In June, they enhanced their packaging to better fit their premium tea market: They went from cheap, plastic bags to sleek, metal cans that are packaged and distributed out of Modesto, Calif. The tins all have unique designs created by Jon Stapp of Baltimore that are based on the tea’s origin, whether it’s from China, India, Japan or elsewhere.

“The packaging gives you that organic, community feel but at the same time the overall aesthetics have that Louis Vuitton feel, that premium, stylish quality,” says Petersen. The rebranding process has been Tealet’s biggest expense so far.

Soon after beginning to sell the Japanese tea, farmers from around the world began contacting Tealet via social media and emails.

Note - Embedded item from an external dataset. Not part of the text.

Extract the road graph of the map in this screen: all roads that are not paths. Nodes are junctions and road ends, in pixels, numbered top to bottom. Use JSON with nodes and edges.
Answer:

“Before you know it, you are traveling through a town going to tea shops and we coincidently meet them,” Petersen says. Now, Tealet shares stories of upcoming teas and their farmers on its website and through social media. Sometimes they will get rave comments from customers and sometimes disdain, because the customer has had a bad experience with a farmer. “That’s the beauty of transparency,” she says. The process of bringing a new farmer into the business ranges from four to five months.

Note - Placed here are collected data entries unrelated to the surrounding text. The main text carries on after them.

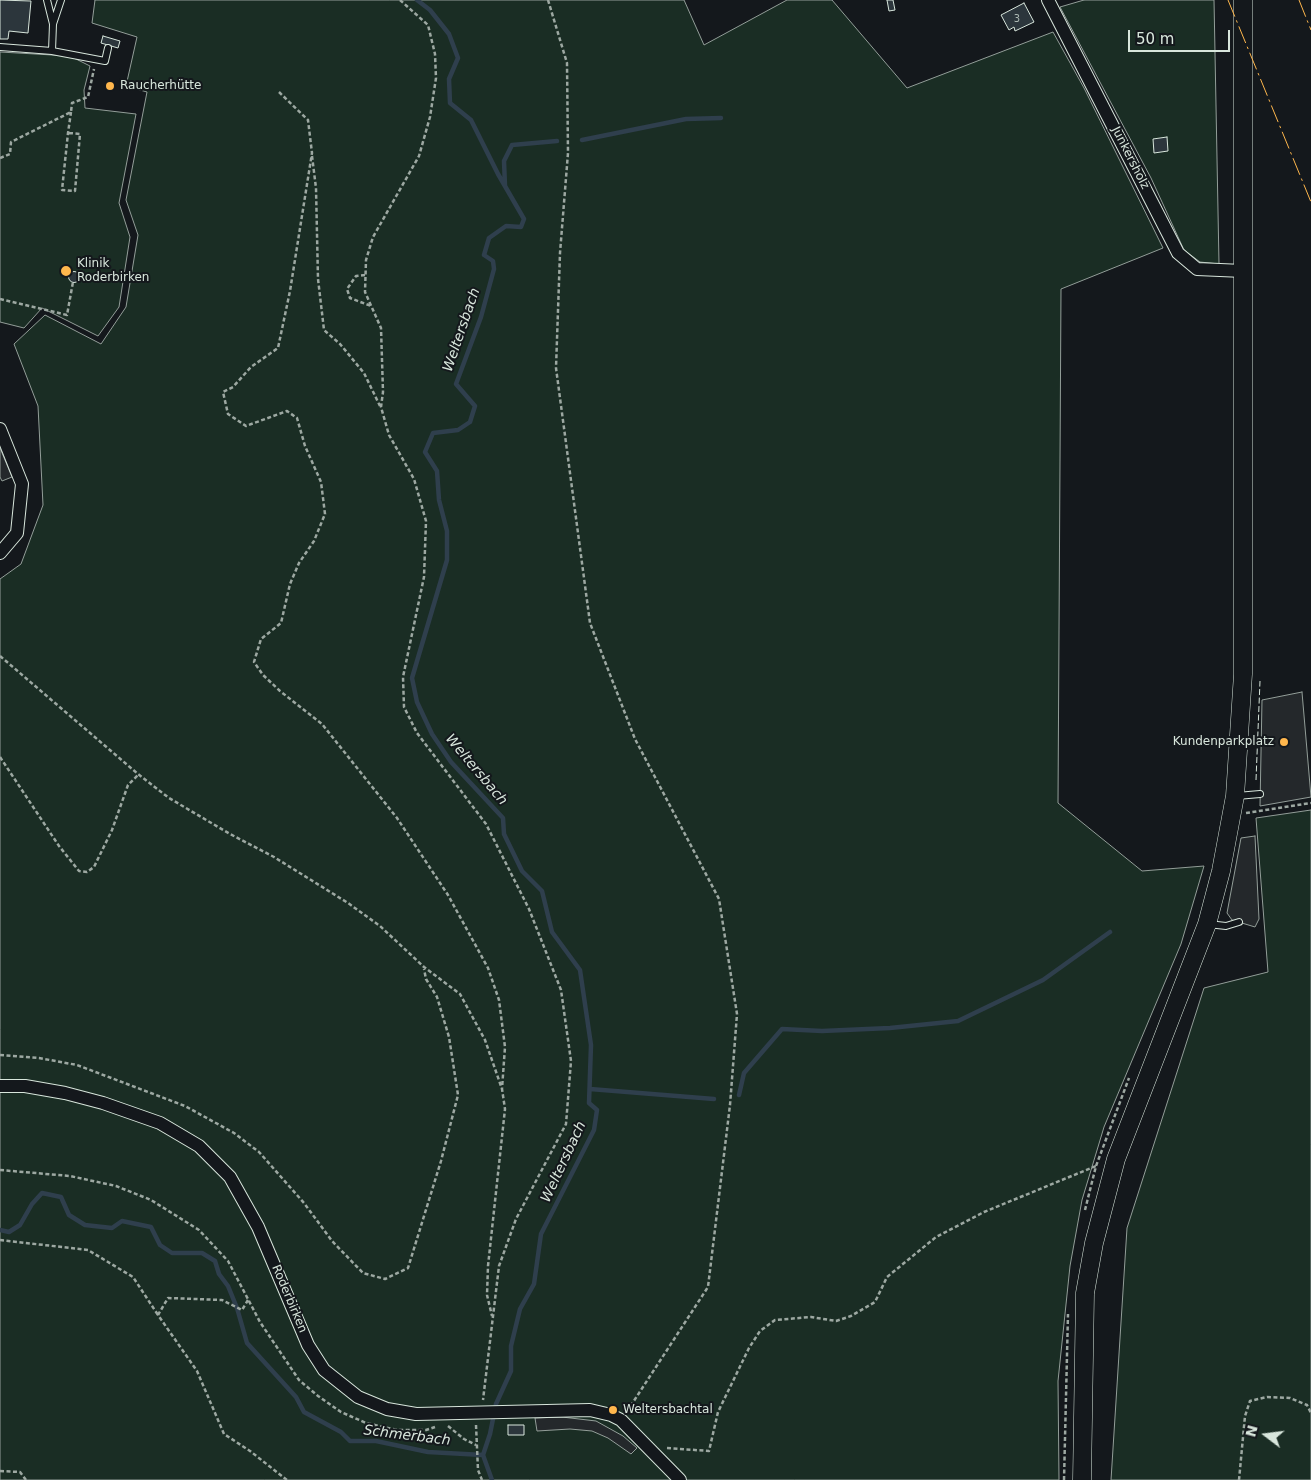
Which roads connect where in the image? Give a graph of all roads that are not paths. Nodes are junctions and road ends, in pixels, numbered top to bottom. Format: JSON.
{"nodes":[{"id":1,"x":47,"y":0,"type":"edge"},
{"id":2,"x":62,"y":0,"type":"edge"},
{"id":3,"x":1048,"y":0,"type":"edge"},
{"id":4,"x":1243,"y":0,"type":"edge"},
{"id":5,"x":54,"y":24,"type":"junction"},
{"id":6,"x":0,"y":47,"type":"edge"},
{"id":7,"x":108,"y":48,"type":"dead end"},
{"id":8,"x":52,"y":51,"type":"junction"},
{"id":9,"x":1243,"y":271,"type":"junction"},
{"id":10,"x":0,"y":429,"type":"edge"},
{"id":11,"x":0,"y":553,"type":"edge"},
{"id":12,"x":1260,"y":794,"type":"dead end"},
{"id":13,"x":1235,"y":796,"type":"junction"},
{"id":14,"x":1239,"y":922,"type":"dead end"},
{"id":15,"x":1207,"y":924,"type":"junction"},
{"id":16,"x":0,"y":1086,"type":"edge"},
{"id":17,"x":680,"y":1480,"type":"edge"},
{"id":18,"x":1082,"y":1480,"type":"edge"}],
"edges":[{"from":1,"to":5,"type":"lane"},
{"from":2,"to":5,"type":"lane"},
{"from":3,"to":9,"type":"street","name":"Junkersholz"},
{"from":4,"to":9,"type":"main road"},
{"from":5,"to":8,"type":"lane"},
{"from":6,"to":8,"type":"lane"},
{"from":7,"to":8,"type":"lane"},
{"from":9,"to":13,"type":"main road"},
{"from":10,"to":11,"type":"street"},
{"from":12,"to":13,"type":"lane"},
{"from":13,"to":15,"type":"main road"},
{"from":14,"to":15,"type":"lane"},
{"from":15,"to":18,"type":"main road"},
{"from":16,"to":17,"type":"street","name":"Roderbirken"}]}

Finding tea farmers who would work with Tealet was easy, but finding buyers was tougher. Individual retail buyers were their first market, and still an important part of their plan. In addition to one-time orders, Tealet’s current retail subscription service offers three options: shipments every two months, every six months or once a year. With each delivery, you get four different 15-gram tins of tea from around the world. Sometimes two of the teas may come from the same farmer, with each harvested in different seasons. “There’s always a big difference in taste and quality between these two. We try to give an educational experience to our customers, where they can taste the difference as they drink,” Elyse Petersen says.

Michael Petersen adds, “It’s similar to wine, where a certain vintage might be better one year or one season than another, and you can learn to differentiate those tastes.”

About half of their buyers are in the U.S. and the rest from foreign countries, especially in Europe. Hawaii buyers purchase less than 1 percent of their total supply. “It’s not much harder to sell tea to someone in Brazil than it is to sell it to someone here on Oahu,” says Petersen.

However, Tealet sells a lot of Hawaii tea. During October, it was featuring five Hawaii Island farms on its website, including Hawaii Rainforest Tea, owned by Bob Jacobson. “Hawaii-grown tea is just beginning to blossom,” Jacobson says, adding that all the local tea farms are young.

Michael Petersen says high demand for Hawaii-grown tea has pushed average prices to about $400 a pound. In contrast, the average price of Tealet’s Japanese teas is $84 a pound.

Hawaii tea growers would have trouble reaching high-end customers on their own, Nakamoto says. “Hawaii-grown tea will capture an audience and in order to reach customers, Tealet is the answer.”

Tealet’s packaging highlights individual farms and baseball-style “grower cards” that share the stories of independent farmers. “Not only do customers know what their tea will taste like, but they can educate themselves about the farmers who make the tea while helping to support them,” she says.

However, the team realized that getting retail customers to buy their subscription products online was a slow-growth process, and the company had “milestones we needed to hit for our investors,” Petersen says. At the same time, Tealet began receiving emails from customers saying they were interested in purchasing larger quantities for their teashops. “That led us to the idea of selling wholesale teas as our new main focus,” she says.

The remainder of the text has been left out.